INSTRUCTIONS TO FOLLOW
Go over the data and keep only the lines that include "dead".

PROVIDED RECORDS
============================================================

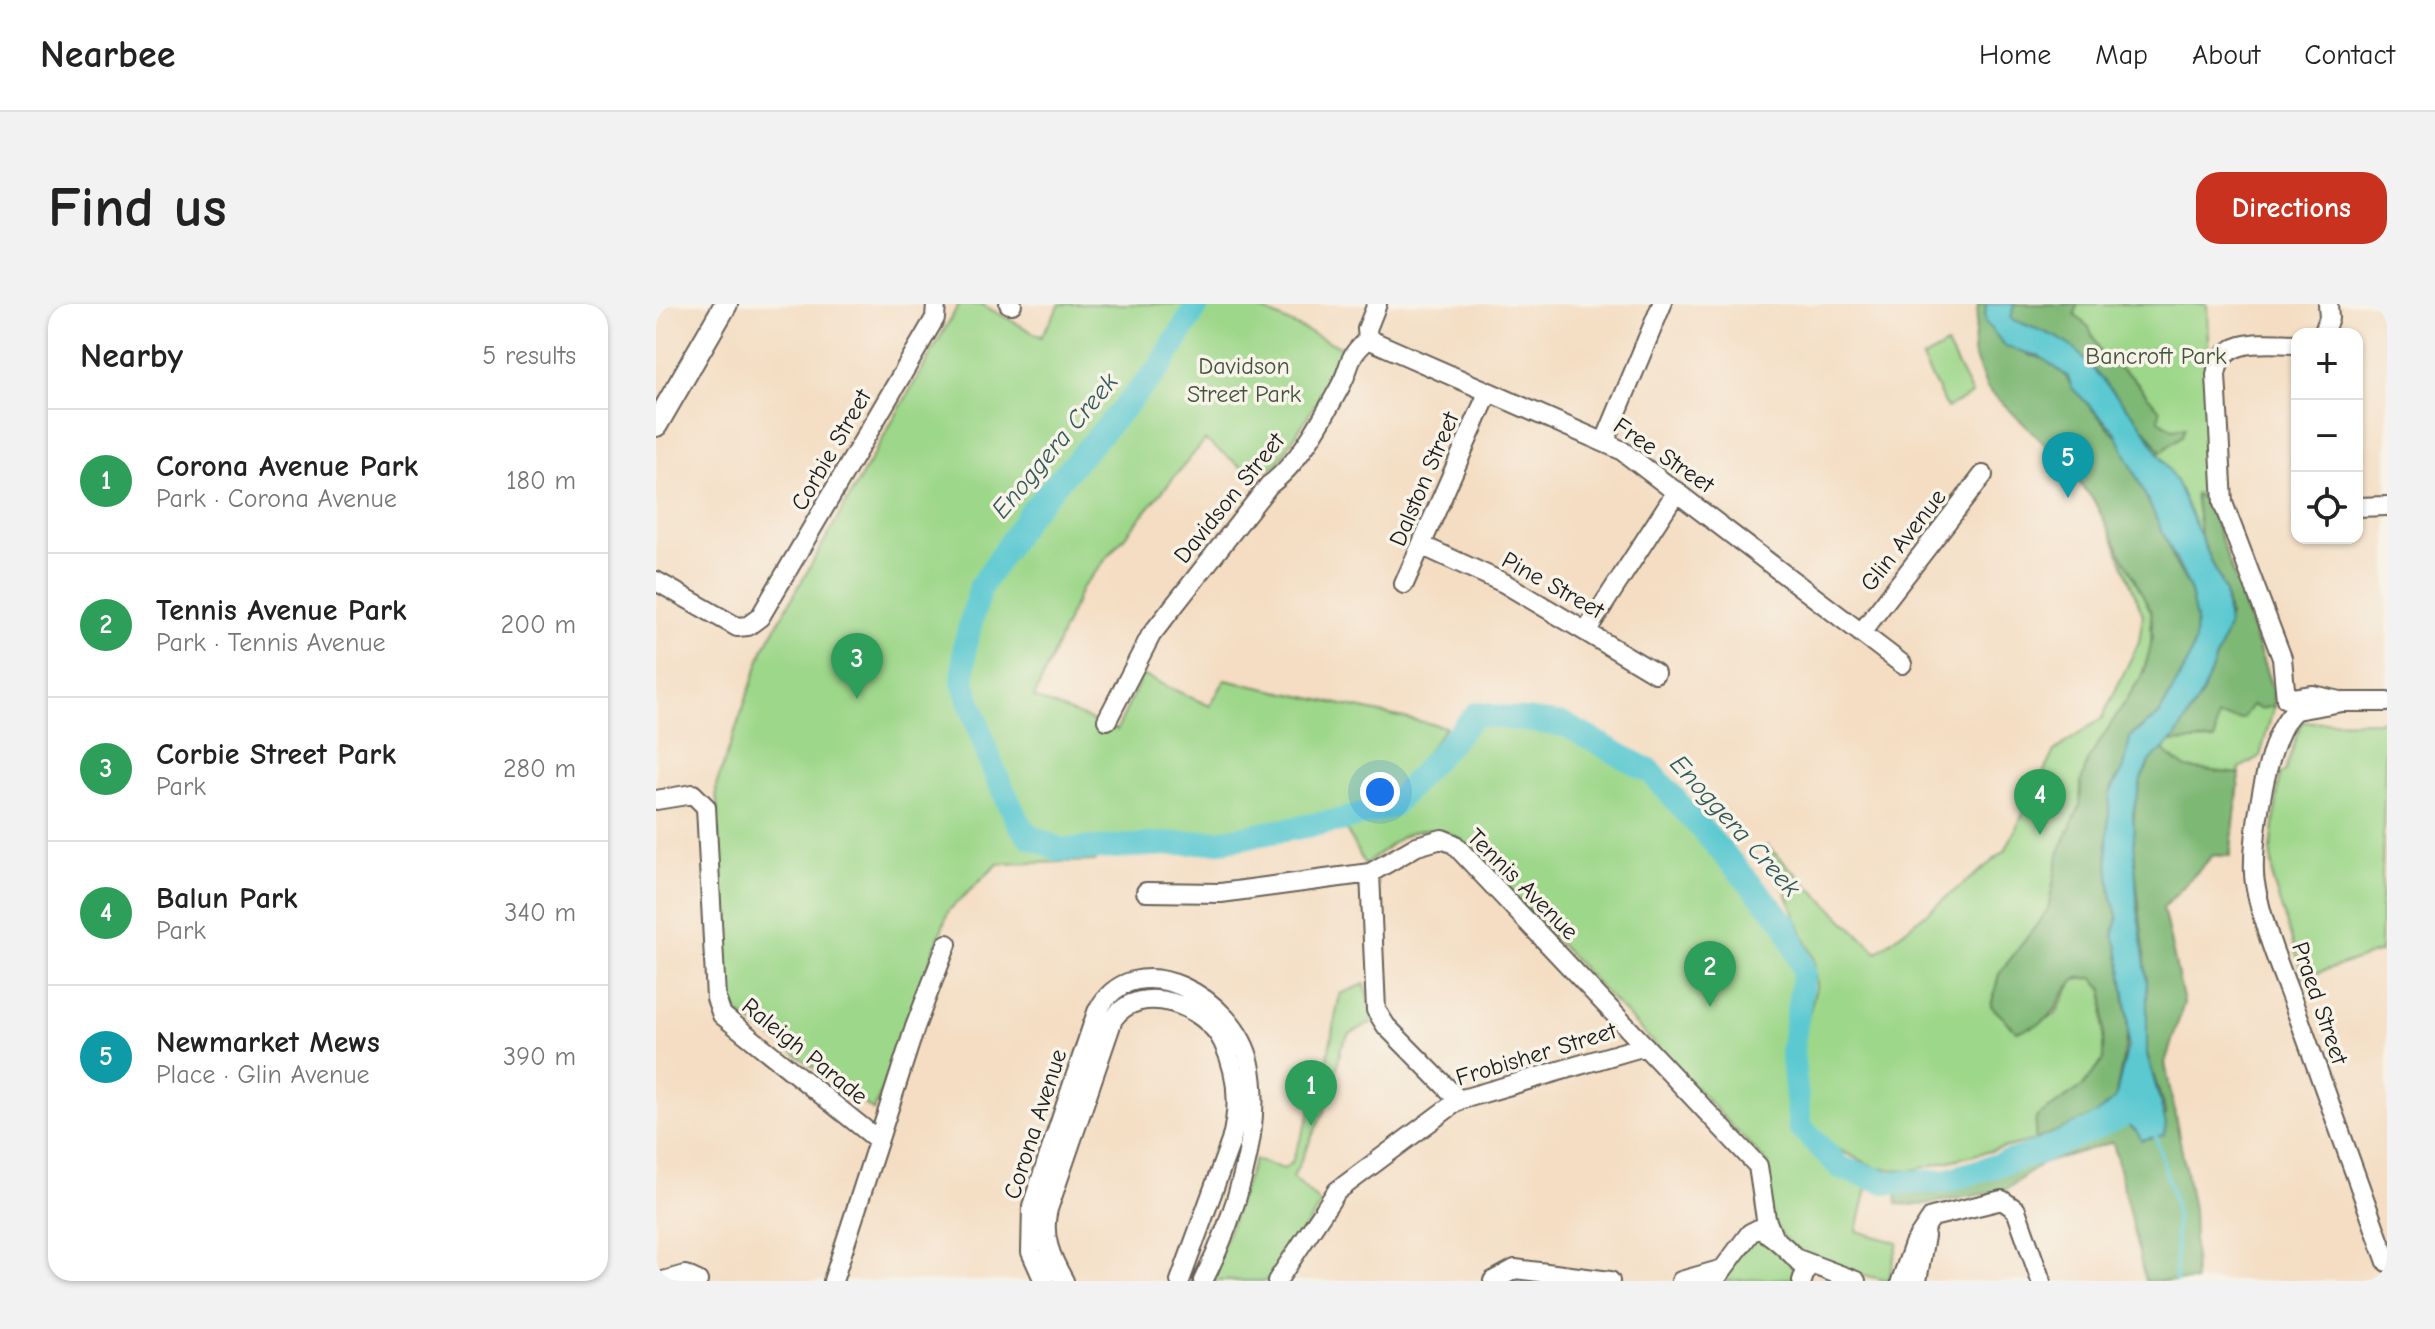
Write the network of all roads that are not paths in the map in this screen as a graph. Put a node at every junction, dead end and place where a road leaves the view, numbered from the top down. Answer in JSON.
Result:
{"nodes":[{"id":1,"x":726,"y":304,"type":"edge"},
{"id":2,"x":936,"y":304,"type":"edge"},
{"id":3,"x":1377,"y":304,"type":"edge"},
{"id":4,"x":1662,"y":304,"type":"edge"},
{"id":5,"x":2328,"y":304,"type":"edge"},
{"id":6,"x":2325,"y":328,"type":"edge"},
{"id":7,"x":1368,"y":339,"type":"junction"},
{"id":8,"x":2291,"y":344,"type":"edge"},
{"id":9,"x":1488,"y":393,"type":"junction"},
{"id":10,"x":656,"y":425,"type":"edge"},
{"id":11,"x":1605,"y":441,"type":"junction"},
{"id":12,"x":1983,"y":475,"type":"dead end"},
{"id":13,"x":1677,"y":491,"type":"junction"},
{"id":14,"x":2387,"y":506,"type":"edge"},
{"id":15,"x":2363,"y":507,"type":"edge"},
{"id":16,"x":1423,"y":546,"type":"junction"},
{"id":17,"x":656,"y":581,"type":"edge"},
{"id":18,"x":1404,"y":584,"type":"dead end"},
{"id":19,"x":1587,"y":630,"type":"junction"},
{"id":20,"x":1861,"y":633,"type":"junction"},
{"id":21,"x":1902,"y":664,"type":"dead end"},
{"id":22,"x":1655,"y":673,"type":"dead end"},
{"id":23,"x":2293,"y":701,"type":"junction"},
{"id":24,"x":2387,"y":702,"type":"edge"},
{"id":25,"x":1107,"y":720,"type":"dead end"},
{"id":26,"x":656,"y":800,"type":"edge"},
{"id":27,"x":1370,"y":873,"type":"junction"},
{"id":28,"x":1146,"y":892,"type":"dead end"},
{"id":29,"x":947,"y":944,"type":"dead end"},
{"id":30,"x":1100,"y":1029,"type":"junction"},
{"id":31,"x":1645,"y":1046,"type":"junction"},
{"id":32,"x":1459,"y":1100,"type":"junction"},
{"id":33,"x":878,"y":1140,"type":"junction"},
{"id":34,"x":1761,"y":1194,"type":"junction"},
{"id":35,"x":1935,"y":1217,"type":"junction"},
{"id":36,"x":1748,"y":1236,"type":"junction"},
{"id":37,"x":1773,"y":1237,"type":"junction"},
{"id":38,"x":1794,"y":1257,"type":"junction"},
{"id":39,"x":2387,"y":1262,"type":"edge"},
{"id":40,"x":1719,"y":1275,"type":"edge"},
{"id":41,"x":1849,"y":1279,"type":"edge"},
{"id":42,"x":663,"y":1281,"type":"edge"},
{"id":43,"x":698,"y":1281,"type":"edge"},
{"id":44,"x":833,"y":1281,"type":"edge"},
{"id":45,"x":1044,"y":1281,"type":"edge"},
{"id":46,"x":1064,"y":1281,"type":"edge"},
{"id":47,"x":1180,"y":1281,"type":"edge"},
{"id":48,"x":1203,"y":1281,"type":"edge"},
{"id":49,"x":1277,"y":1281,"type":"edge"},
{"id":50,"x":1493,"y":1281,"type":"edge"},
{"id":51,"x":1610,"y":1281,"type":"edge"},
{"id":52,"x":1681,"y":1281,"type":"edge"},
{"id":53,"x":1804,"y":1281,"type":"edge"},
{"id":54,"x":1901,"y":1281,"type":"edge"},
{"id":55,"x":1917,"y":1281,"type":"edge"},
{"id":56,"x":2041,"y":1281,"type":"edge"}],
"edges":[{"from":1,"to":10,"type":"main road"},
{"from":2,"to":17,"type":"street","name":"Corbie Street"},
{"from":3,"to":7,"type":"street","name":"Davidson Street"},
{"from":4,"to":11,"type":"street"},
{"from":5,"to":6,"type":"street"},
{"from":7,"to":9,"type":"street","name":"Free Street"},
{"from":7,"to":25,"type":"street","name":"Davidson Street"},
{"from":8,"to":23,"type":"street"},
{"from":9,"to":11,"type":"street","name":"Free Street"},
{"from":9,"to":16,"type":"street","name":"Dalston Street"},
{"from":11,"to":13,"type":"street","name":"Free Street"},
{"from":12,"to":20,"type":"street","name":"Glin Avenue"},
{"from":13,"to":19,"type":"street"},
{"from":13,"to":20,"type":"street","name":"Free Street"},
{"from":14,"to":15,"type":"street"},
{"from":16,"to":18,"type":"street","name":"Dalston Street"},
{"from":16,"to":19,"type":"street","name":"Pine Street"},
{"from":19,"to":22,"type":"street","name":"Pine Street"},
{"from":20,"to":21,"type":"street","name":"Free Street"},
{"from":23,"to":24,"type":"street"},
{"from":23,"to":39,"type":"street","name":"Praed Street"},
{"from":26,"to":33,"type":"street","name":"Raleigh Parade"},
{"from":27,"to":28,"type":"street","name":"Tennis Avenue"},
{"from":27,"to":31,"type":"street","name":"Tennis Avenue"},
{"from":27,"to":32,"type":"street"},
{"from":29,"to":33,"type":"street"},
{"from":30,"to":45,"type":"street","name":"Corona Avenue"},
{"from":30,"to":46,"type":"street","name":"Corona Avenue"},
{"from":30,"to":47,"type":"street","name":"Corona Avenue"},
{"from":30,"to":48,"type":"street","name":"Corona Avenue"},
{"from":31,"to":32,"type":"street","name":"Frobisher Street"},
{"from":31,"to":34,"type":"street","name":"Tennis Avenue"},
{"from":32,"to":49,"type":"street","name":"Frobisher Street"},
{"from":33,"to":44,"type":"street"},
{"from":34,"to":36,"type":"street"},
{"from":34,"to":37,"type":"street","name":"Tennis Avenue"},
{"from":35,"to":54,"type":"street"},
{"from":35,"to":55,"type":"street"},
{"from":35,"to":56,"type":"street"},
{"from":36,"to":37,"type":"street"},
{"from":36,"to":40,"type":"street"},
{"from":37,"to":38,"type":"street"},
{"from":38,"to":41,"type":"street"},
{"from":38,"to":53,"type":"street"},
{"from":40,"to":52,"type":"street"},
{"from":41,"to":53,"type":"street"},
{"from":42,"to":43,"type":"street"},
{"from":50,"to":51,"type":"street"}]}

============================================================

TASK RESULT
Write the network of all roads that are not paths in the map in this screen as a graph. Put a node at every junction, dead end and place where a road leaves the view, numbered from the top down. Answer in JSON.
{"id":12,"x":1983,"y":475,"type":"dead end"},
{"id":18,"x":1404,"y":584,"type":"dead end"},
{"id":21,"x":1902,"y":664,"type":"dead end"},
{"id":22,"x":1655,"y":673,"type":"dead end"},
{"id":25,"x":1107,"y":720,"type":"dead end"},
{"id":28,"x":1146,"y":892,"type":"dead end"},
{"id":29,"x":947,"y":944,"type":"dead end"},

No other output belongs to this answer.